You can’t put Pandora back in the box

Rajiv Sethi writes:

I suspect that within a decade, blogs will be a cornerstone of research in economics. Many original and creative contributions to the discipline will first be communicated to the profession (and the world at large) in the form of blog posts, since the medium allows for material of arbitrary length, depth and complexity. Ideas first expressed in this form will make their way (with suitable attribution) into reading lists, doctoral dissertations and more conventionally refereed academic publications. And blogs will come to play a central role in the process of recruitment, promotion and reward at major research universities. This genie is not going back into its bottle.

And he thinks this is a good thing:

In fact, the refereeing process for blog posts is in some respects more rigorous than that for journal articles. Reports are numerous, non-anonymous, public, rapidly and efficiently produced, and collaboratively constructed. It is not obvious to me [Sethi] that this process of evaluation is any less legitimate than that for journal submissions, which rely on feedback from two or three anonymous referees who are themselves invested in the same techniques and research agenda as the author.

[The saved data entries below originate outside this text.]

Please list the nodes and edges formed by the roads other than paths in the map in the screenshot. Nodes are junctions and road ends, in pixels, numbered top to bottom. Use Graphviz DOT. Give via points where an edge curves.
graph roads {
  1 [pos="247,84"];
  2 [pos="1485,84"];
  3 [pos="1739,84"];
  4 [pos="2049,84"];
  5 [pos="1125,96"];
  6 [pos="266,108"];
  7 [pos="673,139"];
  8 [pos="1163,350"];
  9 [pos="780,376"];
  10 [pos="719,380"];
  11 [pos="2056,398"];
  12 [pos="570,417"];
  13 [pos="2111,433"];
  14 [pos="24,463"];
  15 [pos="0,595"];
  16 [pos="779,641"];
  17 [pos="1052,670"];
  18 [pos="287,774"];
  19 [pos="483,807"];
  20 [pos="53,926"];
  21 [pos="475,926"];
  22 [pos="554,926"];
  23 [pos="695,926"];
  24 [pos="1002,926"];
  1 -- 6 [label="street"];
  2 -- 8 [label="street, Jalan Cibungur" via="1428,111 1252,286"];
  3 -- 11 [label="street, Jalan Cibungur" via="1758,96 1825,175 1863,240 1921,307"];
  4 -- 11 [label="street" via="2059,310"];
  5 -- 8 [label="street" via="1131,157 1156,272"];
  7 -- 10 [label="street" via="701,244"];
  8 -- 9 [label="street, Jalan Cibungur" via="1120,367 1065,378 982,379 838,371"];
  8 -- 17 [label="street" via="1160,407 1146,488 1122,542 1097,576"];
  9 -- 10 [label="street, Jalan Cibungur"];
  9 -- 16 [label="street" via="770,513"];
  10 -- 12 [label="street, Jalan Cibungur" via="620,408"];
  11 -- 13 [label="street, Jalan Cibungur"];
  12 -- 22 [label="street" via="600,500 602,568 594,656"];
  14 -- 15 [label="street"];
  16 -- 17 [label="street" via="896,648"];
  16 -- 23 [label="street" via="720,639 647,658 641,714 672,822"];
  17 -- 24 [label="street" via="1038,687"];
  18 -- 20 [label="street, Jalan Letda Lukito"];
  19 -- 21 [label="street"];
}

I don’t disagree with these sentiments, although I do think that, if blogging every becomes important in statistics, it will come much slower than in economics, political science, computer science, or even mathematics. Blogging has been big since 2003–that’s the year when, it seems to me, the general practice of trackbacking and blogrolling started to go away, leaving new blogs to be found on their own rather than through a network of references. But in all these years, very few statistics blogs have achieved much attention.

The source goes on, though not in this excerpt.